Every line below that mentions the word "rotate" should be copied out.

- Opening Delimiter -

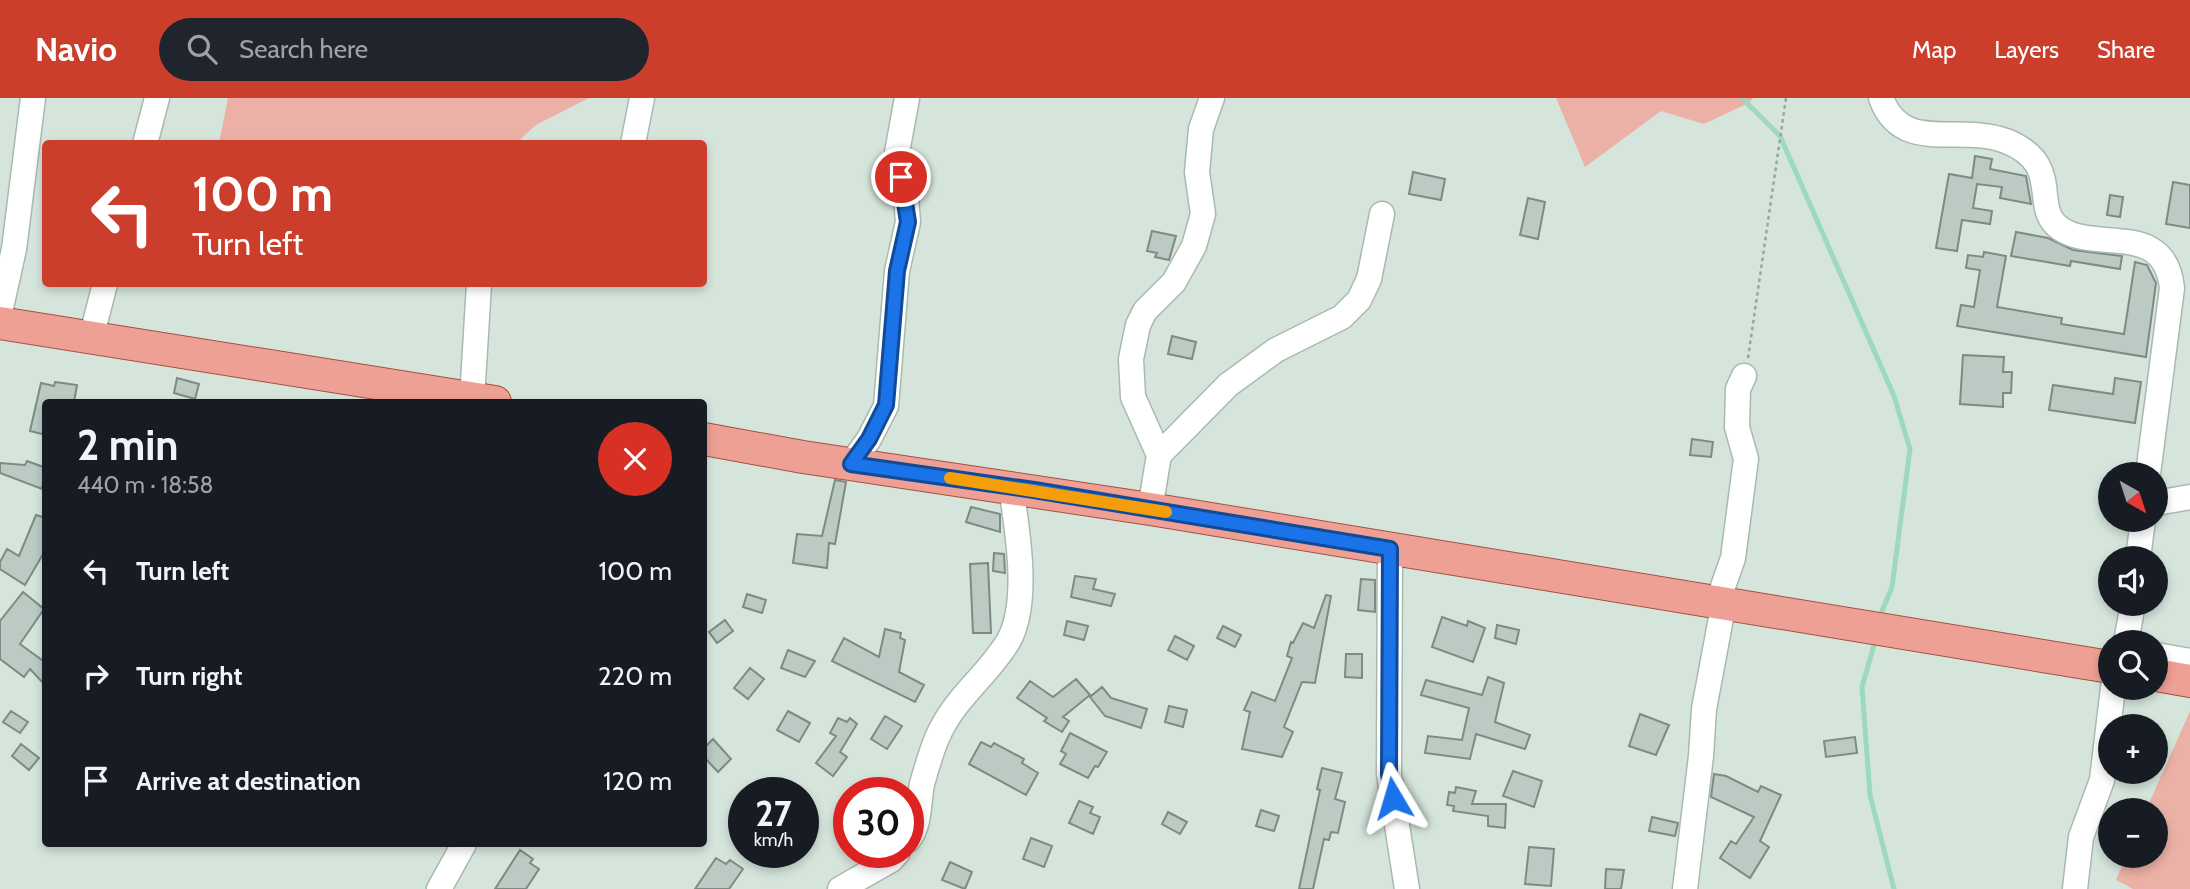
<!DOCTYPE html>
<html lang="en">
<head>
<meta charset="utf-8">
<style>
  body { margin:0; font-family:Cabin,sans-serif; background:#20242c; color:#f1f3f6; height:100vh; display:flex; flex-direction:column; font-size:26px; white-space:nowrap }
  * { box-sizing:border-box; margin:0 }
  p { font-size:23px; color:#9ea1a6 }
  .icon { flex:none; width:38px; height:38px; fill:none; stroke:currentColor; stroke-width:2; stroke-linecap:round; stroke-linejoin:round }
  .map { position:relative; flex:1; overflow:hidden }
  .sheet { position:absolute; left:42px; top:301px; width:665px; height:448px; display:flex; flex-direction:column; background:#171b24; border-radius:7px; box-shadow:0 4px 10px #0003 }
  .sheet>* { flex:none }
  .hud { position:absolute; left:42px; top:42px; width:665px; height:147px; border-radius:7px; box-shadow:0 4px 10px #0003; background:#cb3e2b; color:#fff; overflow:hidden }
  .needle { width:46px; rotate:141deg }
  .fabs { position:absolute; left:2098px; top:364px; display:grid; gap:14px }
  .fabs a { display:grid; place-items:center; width:70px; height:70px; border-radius:50%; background:#171b24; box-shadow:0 4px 10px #0003; font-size:35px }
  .speed { position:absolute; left:728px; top:679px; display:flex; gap:14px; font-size:35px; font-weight:700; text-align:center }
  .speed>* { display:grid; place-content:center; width:91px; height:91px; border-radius:50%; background:#171b24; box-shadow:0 4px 10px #0003; line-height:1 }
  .speed small { font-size:18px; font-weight:400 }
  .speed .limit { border:10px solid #d22; background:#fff; color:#111 }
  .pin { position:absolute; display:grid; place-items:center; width:60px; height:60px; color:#fff; margin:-30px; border:4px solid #fff; border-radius:50%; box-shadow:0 2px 7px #0007 }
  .me { position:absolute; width:77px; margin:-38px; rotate:353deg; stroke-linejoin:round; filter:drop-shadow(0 0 5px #0008) }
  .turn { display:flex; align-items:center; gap:24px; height:147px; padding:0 35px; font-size:32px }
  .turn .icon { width:91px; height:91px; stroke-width:2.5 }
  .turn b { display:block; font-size:49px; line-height:60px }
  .round { display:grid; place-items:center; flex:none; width:74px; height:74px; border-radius:37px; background:#20242c }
  .summary { display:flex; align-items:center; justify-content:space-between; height:119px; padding:0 35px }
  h1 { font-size:42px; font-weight:700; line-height:52px }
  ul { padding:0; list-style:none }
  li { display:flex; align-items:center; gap:21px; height:105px; padding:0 35px }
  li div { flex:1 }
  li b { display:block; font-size:26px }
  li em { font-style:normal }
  header { display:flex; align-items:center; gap:42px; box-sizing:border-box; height:98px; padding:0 35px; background:#cb3e2b; color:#fff }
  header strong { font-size:33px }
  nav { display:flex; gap:38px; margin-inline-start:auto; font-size:24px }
  .search { width:490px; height:63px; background:#20242c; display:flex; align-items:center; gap:18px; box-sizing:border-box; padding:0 24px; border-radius:38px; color:#9ea1a6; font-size:26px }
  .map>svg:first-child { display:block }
  .green { fill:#ecb1a6 }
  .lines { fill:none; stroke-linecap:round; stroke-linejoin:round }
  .stream { stroke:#9dd9bd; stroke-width:5 }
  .building { fill:#bbcac2; stroke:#7c8b83; stroke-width:2 }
  .minor-casing { stroke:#a9b9b1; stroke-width:27 }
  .major-casing { stroke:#a45042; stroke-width:34 }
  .path { stroke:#98a49d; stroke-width:2.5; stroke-dasharray:3.5 3.5; stroke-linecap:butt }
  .minor { stroke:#fff; stroke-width:24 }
  .major { stroke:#efa094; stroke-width:32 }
  .route-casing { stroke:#114b97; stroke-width:18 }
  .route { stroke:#1a73e8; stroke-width:12 }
  .slow { stroke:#f59e0b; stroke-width:12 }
</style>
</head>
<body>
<header>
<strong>Navio</strong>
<div class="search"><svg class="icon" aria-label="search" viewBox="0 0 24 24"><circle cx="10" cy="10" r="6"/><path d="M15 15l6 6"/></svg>Search here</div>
<nav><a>Map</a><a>Layers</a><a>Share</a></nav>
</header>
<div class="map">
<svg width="2190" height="791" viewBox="0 0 2190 791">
  <rect width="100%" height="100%" fill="#d5e5dc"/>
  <path class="green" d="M228,0H589L536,27L516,45H219Z
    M1556,0H1753L1749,5L1704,26L1661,13L1585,69Z
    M2190,613V791H2133L2116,782L2126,758H2156V712H2146Z"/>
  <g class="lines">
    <path class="stream" d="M1742,0L1780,38L1894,298L1910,351L1892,489L1880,518
      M1876,540L1862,589L1870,697L1894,791"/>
  </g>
  <path class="building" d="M1975,58L1992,61L1990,71L2026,78L2031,106L2000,100L2002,89L1977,86L1973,110L1992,113L1990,126L1962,122L1957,153L1936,150L1949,76L1972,80Z
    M1413,74L1445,81L1441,102L1409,96Z
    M2173,84L2190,87V130L2166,126Z
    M2110,97L2123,99L2120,119L2107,117Z
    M1528,100L1545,104L1538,141L1520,137Z
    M1152,133L1176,138L1169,162L1155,159L1157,155L1147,153Z
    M2016,134L2048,140L2073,152L2122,158L2120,171L2071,163L2070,168L2011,158Z
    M1984,154L2006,158L1997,209L2062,220L2061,226L2124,236L2135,164L2147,167L2156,185L2146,259L1957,228L1961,207L1974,209L1980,172L1966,170L1968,157L1983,159Z
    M1172,238L1196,244L1192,261L1168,256Z
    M1963,257L2004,259L2003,274H2012L2011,295H2003V309L1960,306Z
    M177,280L199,286L195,301L174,295Z
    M2115,280L2141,284L2135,325L2049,312L2053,287L2113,296Z
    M55,284L77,287L74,304H46V337L30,333L41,285L54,288Z
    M1692,341L1713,344L1711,359L1690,357Z
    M27,363L46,370L42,391L0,375V365L25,367Z
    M835,382L846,384L835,446L829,445L827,470L793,465L797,436L822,438Z
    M971,409L1000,416V434L966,424Z
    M36,417L46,420V451L25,487L0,471V464L7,451L19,458Z
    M994,455L1004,456L1005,475L993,473Z
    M988,465L991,535H973L970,466Z
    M1075,478L1096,481L1093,491L1115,496L1111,508L1071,499Z
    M1361,481L1375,482V514L1358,512Z
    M23,494L44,511L20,546L46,565V588L30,571L24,579L0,561V523Z
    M747,496L766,502L762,515L743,509Z
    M1326,497L1331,498L1315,585L1302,584L1284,629L1293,634L1282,659L1242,651L1250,614L1244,612L1252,594L1275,603L1292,560L1287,558L1291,544L1293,545L1303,525L1314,530Z
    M1442,519L1467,528L1468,523L1485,530L1473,564L1432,549Z
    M725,522L733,533L717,545L709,534Z
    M1067,523L1088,528L1084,542L1064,537Z
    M1497,527L1519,532L1516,546L1495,540Z
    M1223,528L1241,537L1235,549L1217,540Z
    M885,531L901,535L900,540L905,542L899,574L924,587L915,604L832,563L844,540L879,559Z
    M1175,538L1194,548L1187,562L1168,552Z
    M788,552L815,563L805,579L781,570Z
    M1346,556H1362V580L1345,579Z
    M750,570L764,581L748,601L734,590Z
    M1488,579L1504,585L1495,624L1530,637L1525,651L1476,636L1470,661L1425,655L1428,638L1462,642L1469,610L1421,597L1426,582L1482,597Z
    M1076,581L1090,597L1063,619L1069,623L1062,634L1044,623L1047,620L1017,600L1030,583L1053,599Z
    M1102,589L1111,600L1147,611L1141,630L1105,618L1090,599Z
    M1169,608L1187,612L1183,629L1165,624Z
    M11,613L28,624L20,635L3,624Z
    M788,613L810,625L799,644L777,632Z
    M1640,616L1669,627L1656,657L1629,648Z
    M885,618L902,628L887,651L871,641Z
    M838,620L847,624L850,620L857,626L840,654L847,659L833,678L816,665L836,638L830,635Z
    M1070,635L1107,654L1098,669L1095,668L1088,680L1060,666L1066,656L1061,653Z
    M1855,639L1857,655L1826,659L1824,643Z
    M713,641L731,661L718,674L704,659V650Z
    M981,644L991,649L994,645L1024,661L1022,665L1038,675L1026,697L969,666Z
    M21,646L39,660L29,672L12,658Z
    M1322,670L1342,675L1335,701L1345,704L1338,735L1331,734L1329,742L1324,741L1313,791H1299L1320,692L1317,691Z
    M1513,673L1542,683L1534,709L1503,698Z
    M1714,676L1726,678L1758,694L1761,688L1781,697L1760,743L1769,749L1750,780L1720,760L1731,743L1736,746L1754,719L1711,699Z
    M1456,689L1476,693L1472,706H1506L1505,730L1488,728V718L1453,713L1454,708L1447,707L1449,694L1455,695Z
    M1079,703L1093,709L1090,715L1100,719L1093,736L1069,725Z
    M1261,712L1279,718L1274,733L1256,728Z
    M1168,714L1187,724L1180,736L1162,726Z
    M1652,719L1678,725L1675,738L1649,733Z
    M1031,740L1052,748L1044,769L1023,761Z
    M1529,749L1554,751L1551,788L1525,786Z
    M520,752L533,761L530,765L539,771L526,791H495Z
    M716,760L726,766L730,762L743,771L729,791H695Z
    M950,764L972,774L965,791L942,782Z
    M1606,771L1624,772L1621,791H1605Z"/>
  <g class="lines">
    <defs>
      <path id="minor" d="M1881,0C1902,57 1958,25 2006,43C2066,67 2029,110 2061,131C2097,155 2165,122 2172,190L2148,376
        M145,46L157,0
        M633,46L642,0
        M0,214L14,151L33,0
        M91,240L105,186
        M472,301L479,186
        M1159,357L1133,299L1131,261L1138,227L1145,213L1174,184L1194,148L1203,116L1197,74L1201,31L1212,0
        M851,366L869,341L886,308L897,173L908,124L906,99L896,60L907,0
        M2156,405L2190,399
        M1150,411L1159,357L1228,287L1276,252L1342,219L1359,202L1369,181L1382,116
        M1390,451L1389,676L1407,791
        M2138,460L2143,422
        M1718,503L1733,460L1746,361L1737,329L1738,291L1744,278
        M2126,544L2133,506
        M2156,557L2190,563
        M908,742C921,726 918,705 922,686C926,672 931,654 937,640C955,598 988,578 1009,542C1030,503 1017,431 1011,389
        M439,791L464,746
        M840,791L891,762L898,754
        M1685,791L1701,658L1704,611L1724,504
        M2075,791L2081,739L2102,682L2113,590"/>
      <path id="major" d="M0,225L495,304
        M704,341L803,359L1150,411L2110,569
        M2156,577L2190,583"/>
    </defs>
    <use href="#minor" class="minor-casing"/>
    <use href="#major" class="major-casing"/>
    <path class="path" d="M1748,260L1786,0"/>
    <use href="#minor" class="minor"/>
    <use href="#major" class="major"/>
  </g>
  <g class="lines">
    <defs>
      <path id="route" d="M901,79L908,124L897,173L886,307L869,341L851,366L1034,392L1390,451L1389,676L1393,700"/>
    </defs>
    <use href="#route" class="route-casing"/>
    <use href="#route" class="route"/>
    <path class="slow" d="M950,380L1166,414"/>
  </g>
</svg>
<div class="fabs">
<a><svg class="needle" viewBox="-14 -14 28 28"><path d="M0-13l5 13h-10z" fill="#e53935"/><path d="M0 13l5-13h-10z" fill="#9ea1a6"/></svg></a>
<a><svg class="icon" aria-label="sound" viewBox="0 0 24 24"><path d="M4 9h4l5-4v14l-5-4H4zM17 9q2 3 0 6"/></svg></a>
<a><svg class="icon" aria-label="search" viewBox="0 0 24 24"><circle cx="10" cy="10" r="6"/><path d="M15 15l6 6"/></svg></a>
<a>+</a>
<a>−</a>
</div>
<div class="speed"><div>27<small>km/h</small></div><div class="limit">30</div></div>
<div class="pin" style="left:901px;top:79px;background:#d93025"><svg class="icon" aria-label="arrive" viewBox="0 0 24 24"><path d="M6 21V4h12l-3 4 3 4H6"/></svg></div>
<svg class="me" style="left:1393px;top:700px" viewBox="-20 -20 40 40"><path d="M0-17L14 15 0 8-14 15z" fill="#1a73e8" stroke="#fff" stroke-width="4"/></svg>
<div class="hud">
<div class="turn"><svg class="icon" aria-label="left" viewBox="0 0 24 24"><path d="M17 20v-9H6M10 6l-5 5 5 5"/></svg><div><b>100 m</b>Turn left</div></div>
</div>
<section class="sheet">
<div class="summary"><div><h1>2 min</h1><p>440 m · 18:58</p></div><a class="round" style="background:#d93025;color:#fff"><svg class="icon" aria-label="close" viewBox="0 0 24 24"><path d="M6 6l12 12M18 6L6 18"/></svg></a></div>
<ul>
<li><svg class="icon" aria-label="left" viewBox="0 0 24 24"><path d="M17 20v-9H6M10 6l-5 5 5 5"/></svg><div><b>Turn left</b></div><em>100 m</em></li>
<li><svg class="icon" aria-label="right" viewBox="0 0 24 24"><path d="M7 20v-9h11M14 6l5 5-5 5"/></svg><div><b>Turn right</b></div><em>220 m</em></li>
<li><svg class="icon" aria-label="arrive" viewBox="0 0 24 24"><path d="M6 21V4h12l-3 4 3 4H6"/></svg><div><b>Arrive at destination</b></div><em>120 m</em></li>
</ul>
</section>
</div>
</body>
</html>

- Closing Delimiter -

Output below:
  .needle { width:46px; rotate:141deg }
  .me { position:absolute; width:77px; margin:-38px; rotate:353deg; stroke-linejoin:round; filter:drop-shadow(0 0 5px #0008) }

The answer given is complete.